O movimento antropofágico foi um movimento de vanguarda artística que determinou a primeira fase do modernismo brasileiro.
Ele foi liderado por Oswald de Andrade e Tarsila do Amaral e tinha por objetivo promover uma cultura e uma arte de caráter nacional, assumindo a influência de outros países e culturas estrangeiras.
Esse grande movimento tem por marco a Semana de 22 e todos os seus desdobramentos modernistas, como a transformação radical do modelo de arte tradicional e do parnasianismo.
“Já tínhamos o comunismo.
Já tínhamos a língua surrealista.
A idade de ouro. Catiti Catiti Imara Notiá Notiá Imara Ipejú.
Antes dos portugueses descobrirem o Brasil, o Brasil tinha descoberto a felicidade.
A alegria é a prova dos nove.
No matriarcado de Pindorama.
Oswald de Andrade
Em Piratininga Ano 374 da deglutição do Bispo Sardinha.”
Oswald de Andrade — Poema conforme foi publicado em Revista Antropofagia do ano de 1928.
O modernismo e a semana de 22 trouxeram ao Brasil movimentos das vanguardas europeias, com influências do futurismo, do dadaísmo, do expressionismo e do surrealismo. A proposta era trazer os novos tempos e uma nova forma de fazer arte que não era mais a arte tradicional e parnasiana.
Portanto, definitivamente, a década de 20 foi quando surgiu movimento antropofágico e isso foi logo após a Semana de 22 e suas influências modernistas.
O objetivo do movimento antropofágico era, ao mesmo tempo, uma exportação da cultura brasileira, mas uma assimilação e importação de culturas estrangeiras que influenciavam nosso fazer artístico.
Podemos dizer que o Brasil estava diante de vários movimentos inovadores e o movimento antropofágico era um movimento de apropriação e de expressão de um Brasil atravessado por várias culturas, mas com identidade própria.
“Contra todas as catequeses. E contra a mãe dos Gracos.
Só me interessa o que não é meu. Lei do homem. Lei do antropófago.
Estamos fatigados de todos os maridos católicos suspeitosos postos em drama. Freud acabou com o enigma mulher e com outros sustos da psicologia impressa.
O que atropelava a verdade era a roupa, o impermeável entre o mundo interior e o mundo exterior. A reação contra o homem vestido. O cinema americano informará.”
Manifesto Antropofágico — Oswald de Andrade
Como surgiu o movimento antropofágico?
O quadro Abaporu dado por Tarsila do Amaral ao seu marido Oswald de Andrade foi tão importante na nomeação desse novo movimento artístico que conta-se que o poeta Raul Bopp indagou certa vez Oswald sobre o quadro e ambos analisaram o mesmo por horas.
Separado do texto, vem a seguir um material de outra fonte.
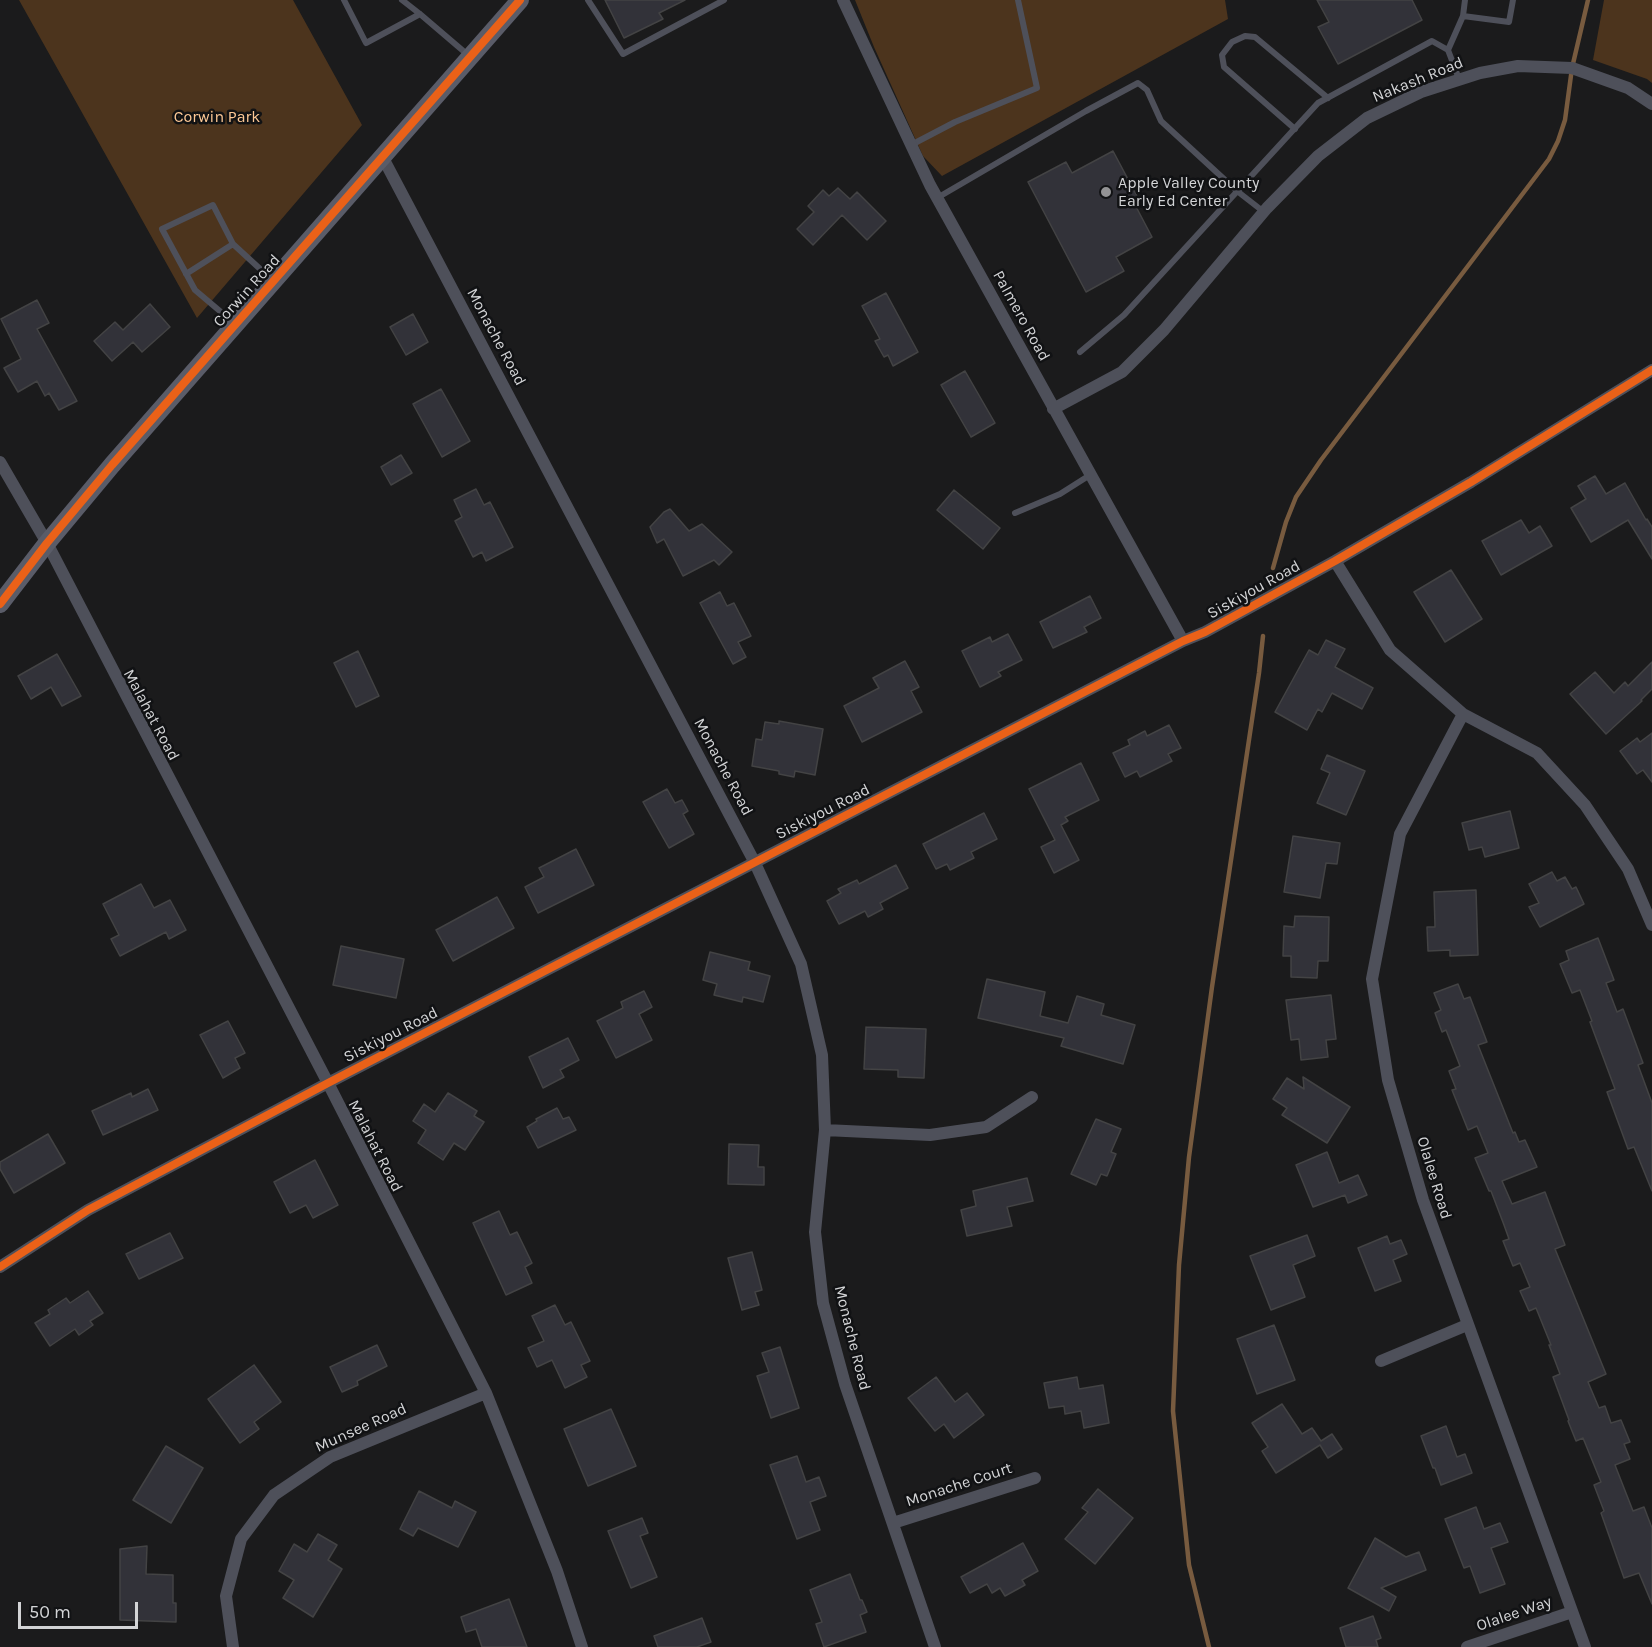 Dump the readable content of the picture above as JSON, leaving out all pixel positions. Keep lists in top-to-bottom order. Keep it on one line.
{"streets":{"main road":["Corwin Road"],"street":["Nakash Road","Palmero Road","Monache Road","Siskiyou Road","Malahat Road","Olalee Road","Munsee Road","Monache Court","Olalee Way"]},"crossings":[["Nakash Road","Palmero Road"],["Corwin Road","Monache Road"],["Corwin Road","Malahat Road"],["Palmero Road","Siskiyou Road"],["Monache Road","Siskiyou Road"],["Monache Road","Monache Court"],["Siskiyou Road","Malahat Road"],["Malahat Road","Munsee Road"],["Olalee Road","Olalee Way"]],"parks":["Corwin Park"],"places":["Apple Valley County Early Ed Center"],"scale_bar":"50 m"}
Conta-se que uma das reflexões foi justamente do nome Abaporu (aba = homem; poru = que come). O quadro chamava-se então O Homem que Come.
Afinal, não seria esse justamente o movimento da arte como um todo? Da arte e sua história? Um eterno comer e deglutir para poder expressar novas formas que vão ser comidas e deglutidas por outros no futuro?
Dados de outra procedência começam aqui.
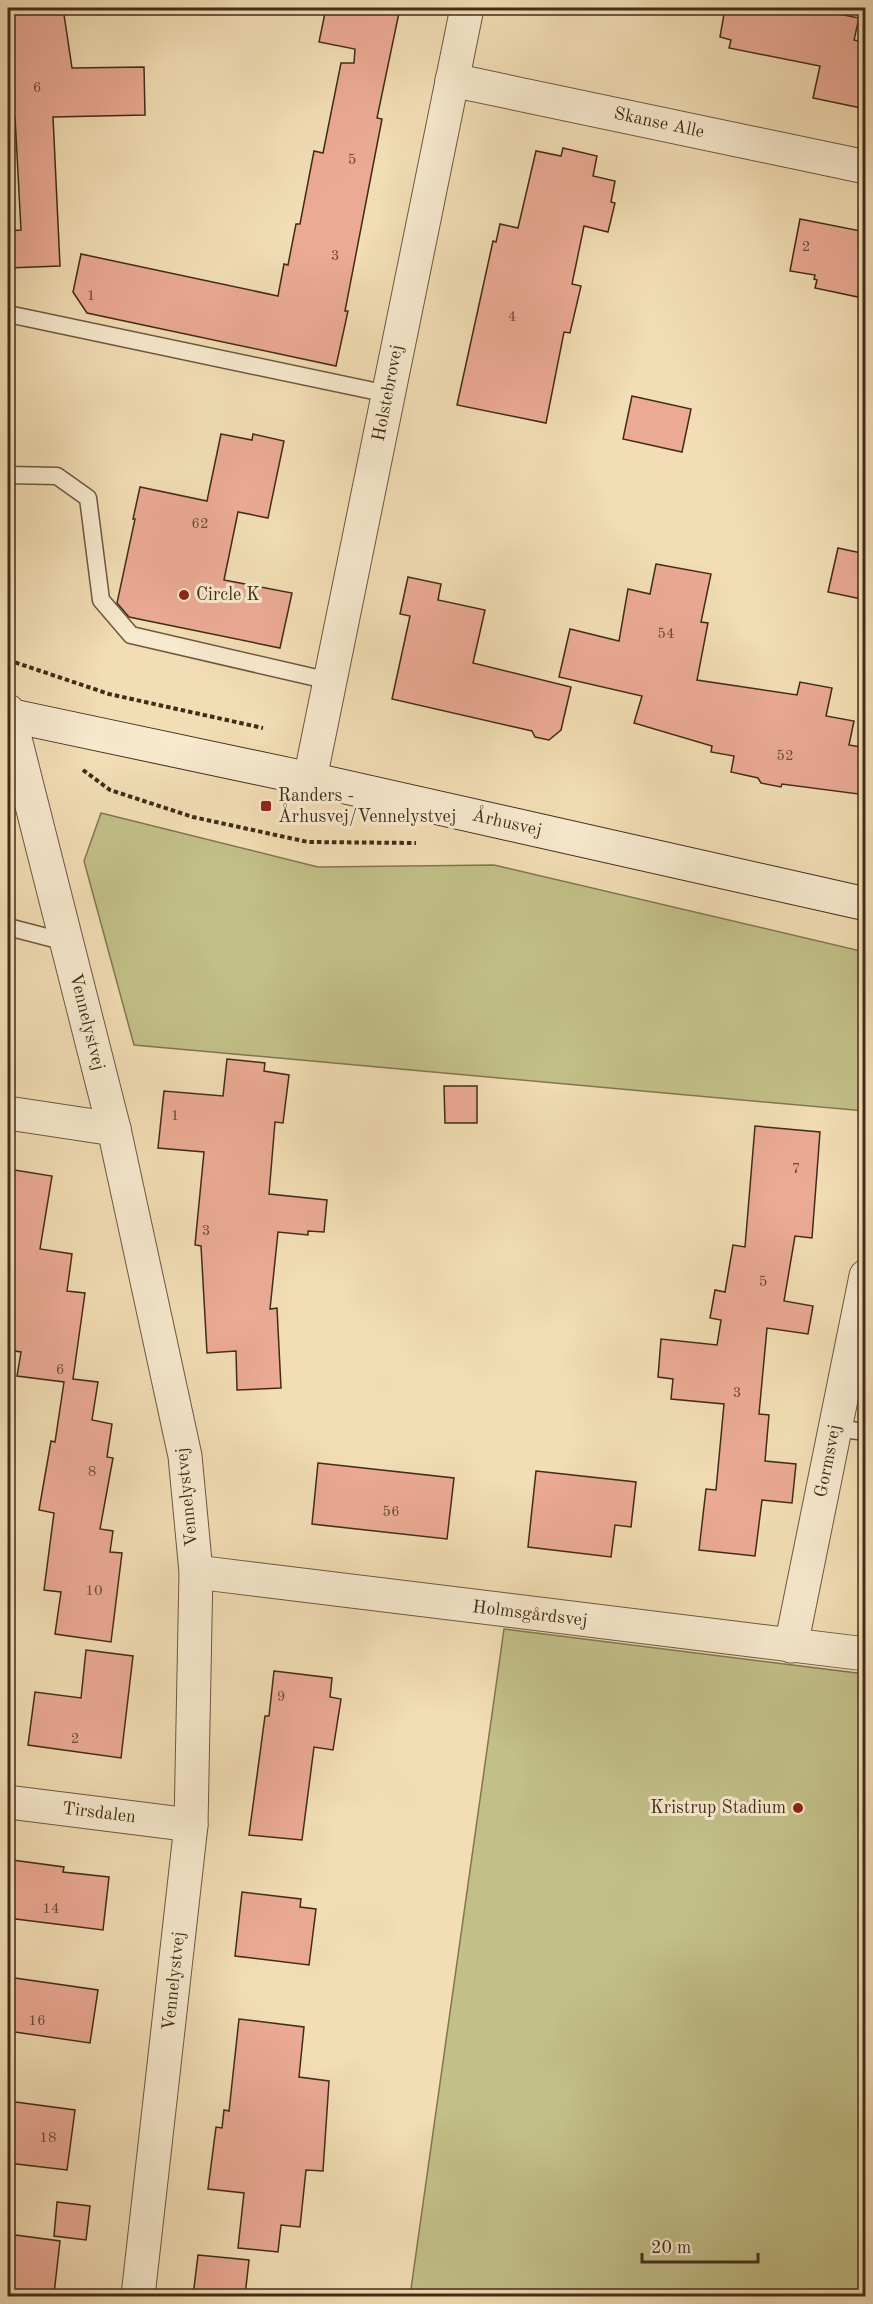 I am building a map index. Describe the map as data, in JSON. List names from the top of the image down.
{
  "streets": {
    "street": [
      "Skanse Alle",
      "Holstebrovej",
      "Århusvej",
      "Vennelystvej",
      "Gormsvej",
      "Holmsgårdsvej",
      "Tirsdalen"
    ]
  },
  "crossings": [
    ["Skanse Alle", "Holstebrovej"],
    ["Holstebrovej", "Århusvej"],
    ["Århusvej", "Vennelystvej"],
    ["Vennelystvej", "Holmsgårdsvej"],
    ["Vennelystvej", "Tirsdalen"],
    ["Gormsvej", "Holmsgårdsvej"]
  ],
  "places": {
    "other": ["Circle K", "Kristrup Stadium"],
    "transit": ["Randers - Århusvej/Vennelystvej"]
  },
  "house_numbers": [
    "6",
    "5",
    "2",
    "3",
    "1",
    "4",
    "62",
    "54",
    "52",
    "1",
    "7",
    "3",
    "5",
    "6",
    "3",
    "8",
    "56",
    "10",
    "9",
    "2",
    "14",
    "16",
    "18"
  ],
  "scale_bar": "20 m"
}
E é essa característica principal que toma conta do movimento antropofágico.
Com essas indagações, uma série de poemas e escritos foram divulgados. Toda divulgação do movimento era feita na Revista de Antropofagia, cujo primeiro número continha o famoso Manifesto Antropofágico de Oswald.
É por isso que a Revista Antropofagia de 1928 começa a anunciar aquilo que viria a ser um novo movimento artístico de mesmo nome.
“Filhos do sol, mãe dos viventes.
Encontrados e amados ferozmente, com toda a hipocrisia da saudade, pelos imigrados, pelos traficados e pelos touristes.
No país da cobra grande.
Foi porque nunca tivemos gramáticas, nem coleções de velhos vegetais.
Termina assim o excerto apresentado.